This study aimed to assess the feasibility of continuous multiparameter recording of vital signs in pediatric patients undergoing chemotherapy for cancer using a WD; to specifically assess feasibility in preschool patients; to compare continuously recorded vital signs with discrete measurements performed during clinical routine care; and to explore vital signs for specific patterns detectable before episodes of fever and infection.
Methods
Study design and participants
For this single-center observational pilot study, we consecutively screened patients aged between 1 month and 17.99 years. Patients were eligible if they were undergoing myelosuppressive chemotherapy for any malignancy, expected to last ≥1 month at time of recruitment; or at least one cycle of myeloablative therapy before autologous hematopoietic stem cell transplantation.

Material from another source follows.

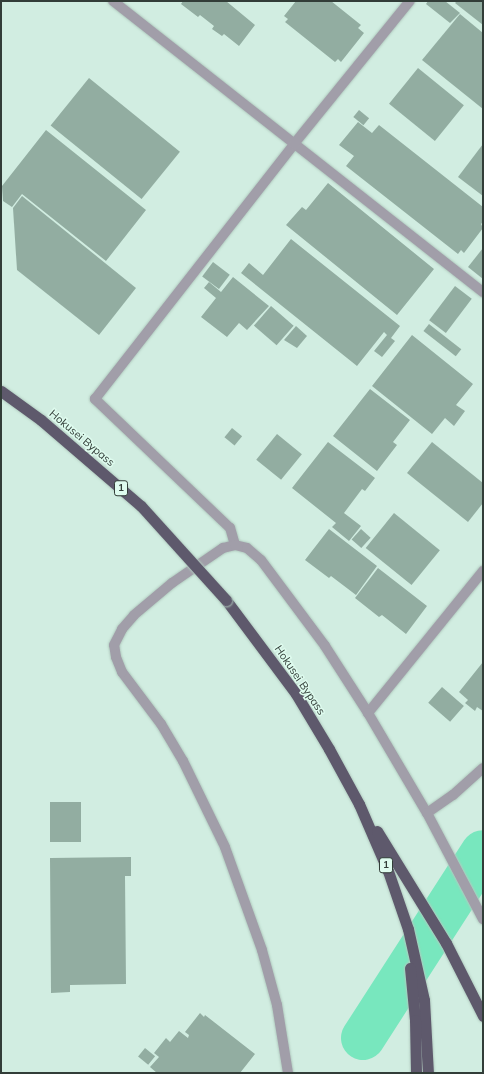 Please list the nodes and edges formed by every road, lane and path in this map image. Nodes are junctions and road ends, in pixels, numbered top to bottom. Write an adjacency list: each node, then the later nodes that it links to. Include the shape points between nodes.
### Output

Patients with local skin disease prohibiting wearing the WD were excluded. Patients, if able to judge, and their legal guardians gave written informed consent (IC) prior to study entry. All additionally gave written consent that the coded study data will be published. No financial or other compensation was given to patients or their parents. The study duration was 14 days per patient. The protocol had been registered at www.clinicaltrials.com (NCT04134429) and published in Protocol Exchange [22]. It was approved by the local Ethics Committees (Ethikkommission der Universitätskinderkliniken Bern, “Gesuch 1912”, Kantonale Ethikkommission Bern, BASEC-No.: 2019-01919) prior to patient recruitment. The study was conducted in accordance with the Declaration of Helsinki [23] and the principles of Good Clinical Practice.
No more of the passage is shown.